*What needs to be done:*
The answer is all of the entries below, repeated exactly and free of pictures.

Stored items:

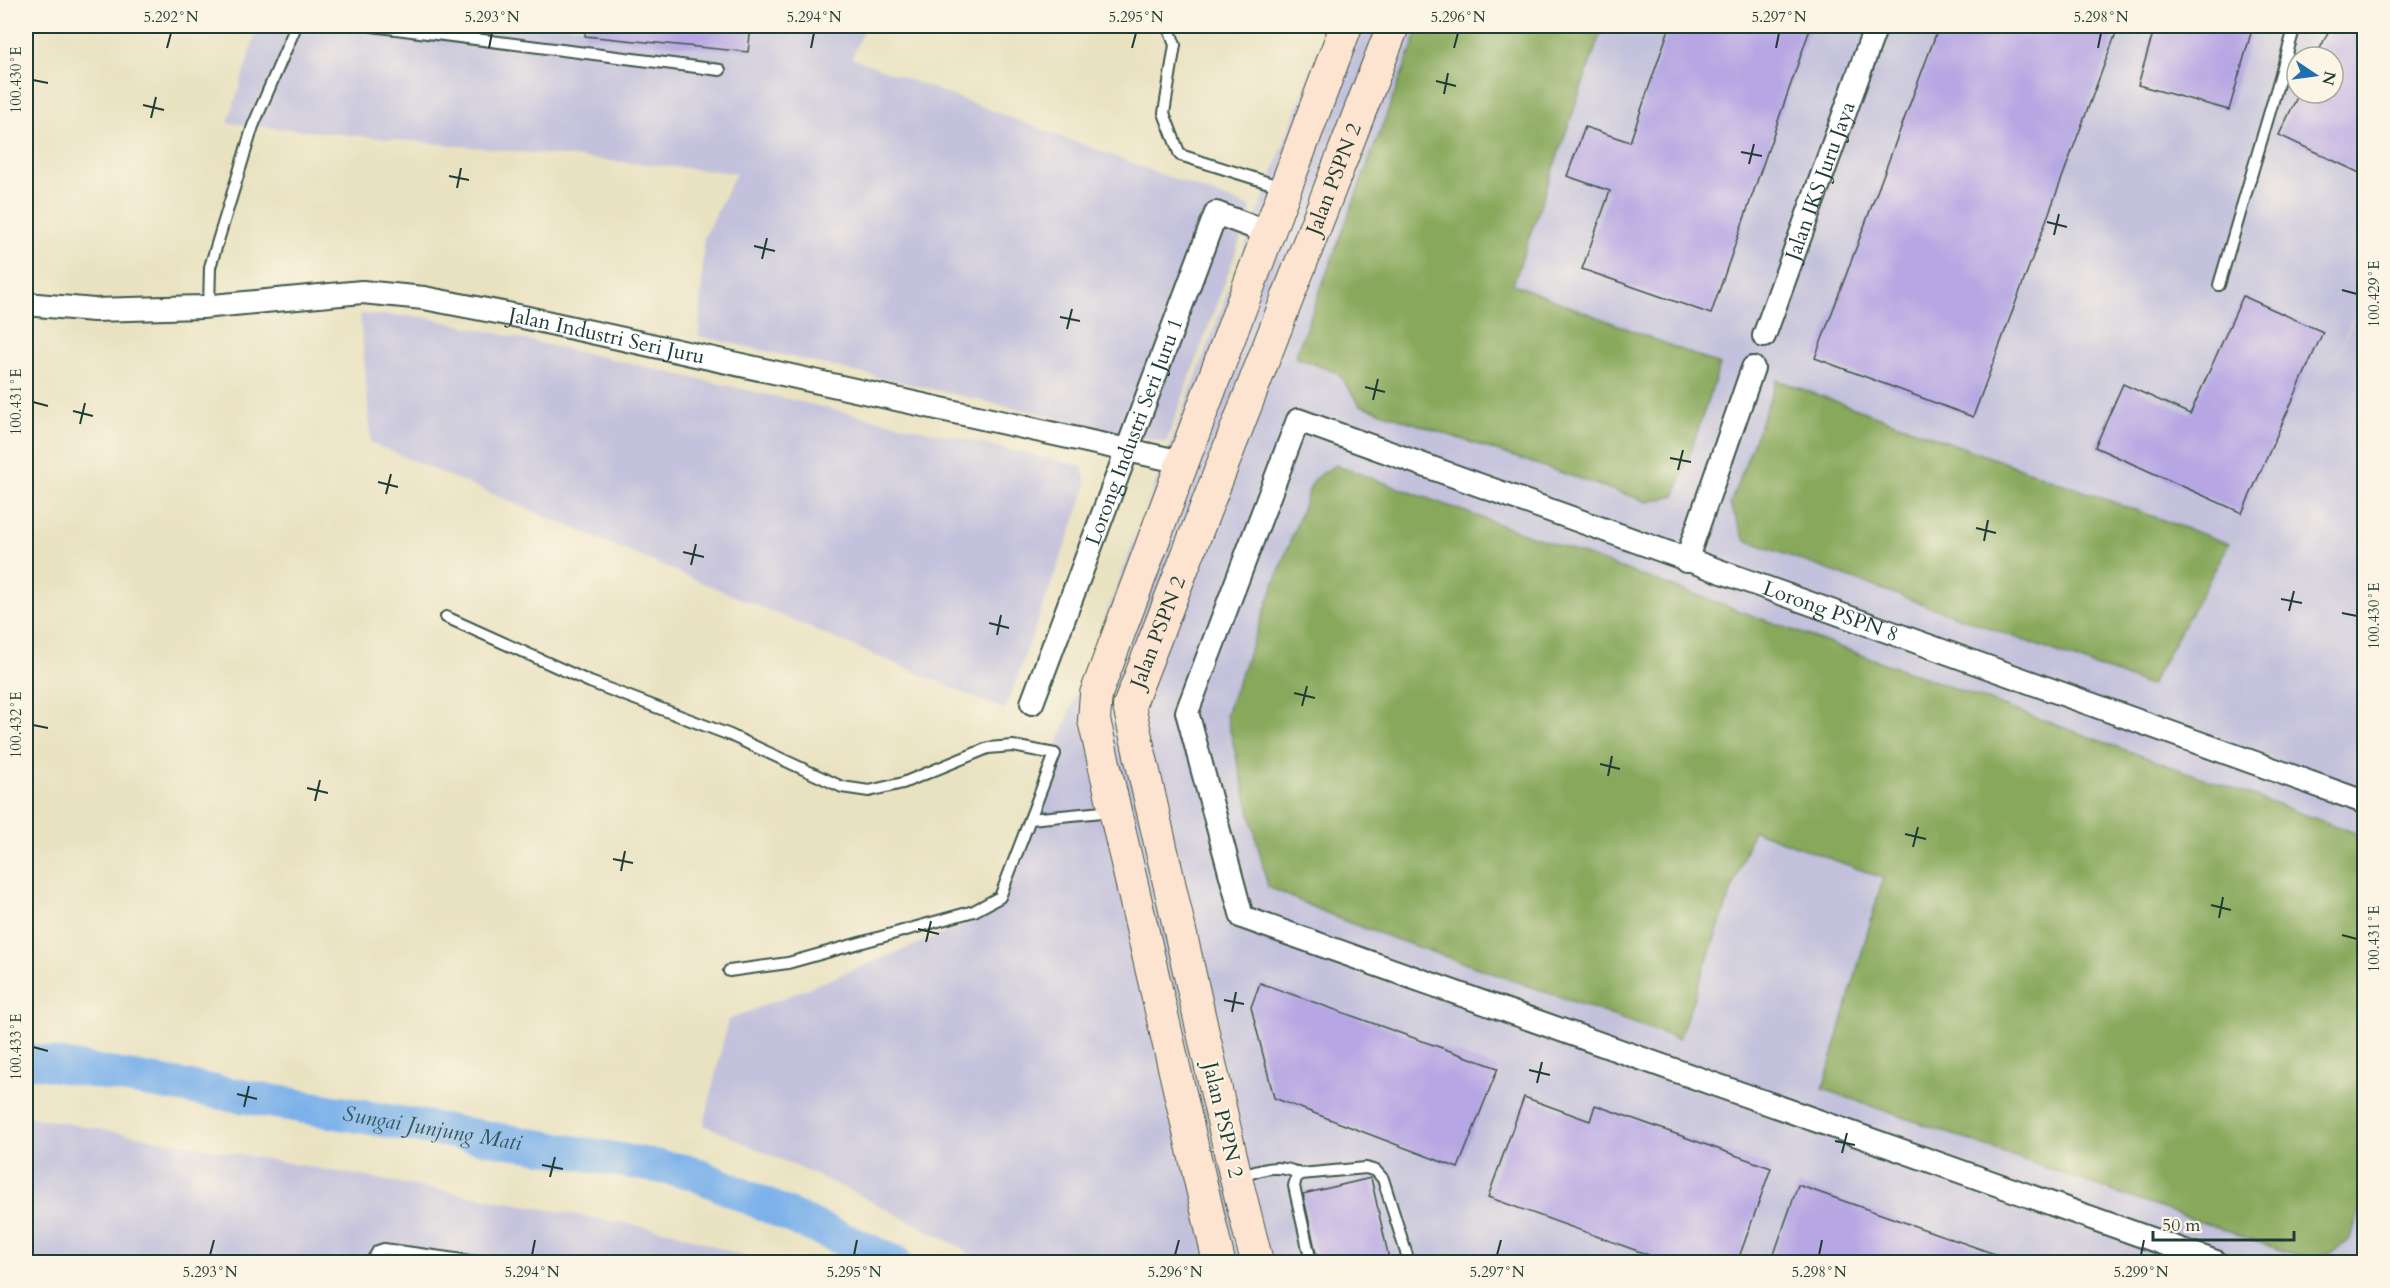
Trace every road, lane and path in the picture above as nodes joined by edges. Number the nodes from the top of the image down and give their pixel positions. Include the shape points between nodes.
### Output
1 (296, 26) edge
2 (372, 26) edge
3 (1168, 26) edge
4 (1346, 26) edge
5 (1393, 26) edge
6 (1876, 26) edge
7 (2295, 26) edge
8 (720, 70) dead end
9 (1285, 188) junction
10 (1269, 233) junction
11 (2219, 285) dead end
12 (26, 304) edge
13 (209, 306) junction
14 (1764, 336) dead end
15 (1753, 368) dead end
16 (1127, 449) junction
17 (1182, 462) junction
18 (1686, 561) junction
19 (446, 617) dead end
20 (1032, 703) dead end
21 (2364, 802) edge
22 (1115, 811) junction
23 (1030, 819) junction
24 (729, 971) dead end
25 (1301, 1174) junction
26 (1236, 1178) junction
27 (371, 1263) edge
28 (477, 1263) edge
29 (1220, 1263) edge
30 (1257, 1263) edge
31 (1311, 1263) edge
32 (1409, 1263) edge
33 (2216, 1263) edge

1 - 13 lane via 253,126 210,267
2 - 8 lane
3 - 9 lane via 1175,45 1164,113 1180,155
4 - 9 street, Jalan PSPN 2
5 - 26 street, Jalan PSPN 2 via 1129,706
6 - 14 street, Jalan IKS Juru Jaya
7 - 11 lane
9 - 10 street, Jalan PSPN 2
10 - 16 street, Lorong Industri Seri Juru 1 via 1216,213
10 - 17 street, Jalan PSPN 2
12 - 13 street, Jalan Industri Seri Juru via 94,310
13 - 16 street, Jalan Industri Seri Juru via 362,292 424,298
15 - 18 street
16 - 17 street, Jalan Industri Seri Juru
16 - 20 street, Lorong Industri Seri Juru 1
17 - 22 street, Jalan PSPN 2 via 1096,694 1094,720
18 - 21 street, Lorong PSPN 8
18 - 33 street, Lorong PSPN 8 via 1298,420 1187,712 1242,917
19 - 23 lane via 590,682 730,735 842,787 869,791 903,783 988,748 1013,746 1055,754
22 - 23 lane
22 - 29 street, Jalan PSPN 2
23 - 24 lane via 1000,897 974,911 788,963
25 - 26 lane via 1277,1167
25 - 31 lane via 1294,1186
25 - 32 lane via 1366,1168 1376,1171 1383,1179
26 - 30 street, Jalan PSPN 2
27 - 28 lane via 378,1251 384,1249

*Reply:*
Trace every road, lane and path in the picture above as nodes joined by edges. Number the nodes from the top of the image down and give their pixel positions. Include the shape points between nodes.
### Output
1 (296, 26) edge
2 (372, 26) edge
3 (1168, 26) edge
4 (1346, 26) edge
5 (1393, 26) edge
6 (1876, 26) edge
7 (2295, 26) edge
8 (720, 70) dead end
9 (1285, 188) junction
10 (1269, 233) junction
11 (2219, 285) dead end
12 (26, 304) edge
13 (209, 306) junction
14 (1764, 336) dead end
15 (1753, 368) dead end
16 (1127, 449) junction
17 (1182, 462) junction
18 (1686, 561) junction
19 (446, 617) dead end
20 (1032, 703) dead end
21 (2364, 802) edge
22 (1115, 811) junction
23 (1030, 819) junction
24 (729, 971) dead end
25 (1301, 1174) junction
26 (1236, 1178) junction
27 (371, 1263) edge
28 (477, 1263) edge
29 (1220, 1263) edge
30 (1257, 1263) edge
31 (1311, 1263) edge
32 (1409, 1263) edge
33 (2216, 1263) edge

1 - 13 lane via 253,126 210,267
2 - 8 lane
3 - 9 lane via 1175,45 1164,113 1180,155
4 - 9 street, Jalan PSPN 2
5 - 26 street, Jalan PSPN 2 via 1129,706
6 - 14 street, Jalan IKS Juru Jaya
7 - 11 lane
9 - 10 street, Jalan PSPN 2
10 - 16 street, Lorong Industri Seri Juru 1 via 1216,213
10 - 17 street, Jalan PSPN 2
12 - 13 street, Jalan Industri Seri Juru via 94,310
13 - 16 street, Jalan Industri Seri Juru via 362,292 424,298
15 - 18 street
16 - 17 street, Jalan Industri Seri Juru
16 - 20 street, Lorong Industri Seri Juru 1
17 - 22 street, Jalan PSPN 2 via 1096,694 1094,720
18 - 21 street, Lorong PSPN 8
18 - 33 street, Lorong PSPN 8 via 1298,420 1187,712 1242,917
19 - 23 lane via 590,682 730,735 842,787 869,791 903,783 988,748 1013,746 1055,754
22 - 23 lane
22 - 29 street, Jalan PSPN 2
23 - 24 lane via 1000,897 974,911 788,963
25 - 26 lane via 1277,1167
25 - 31 lane via 1294,1186
25 - 32 lane via 1366,1168 1376,1171 1383,1179
26 - 30 street, Jalan PSPN 2
27 - 28 lane via 378,1251 384,1249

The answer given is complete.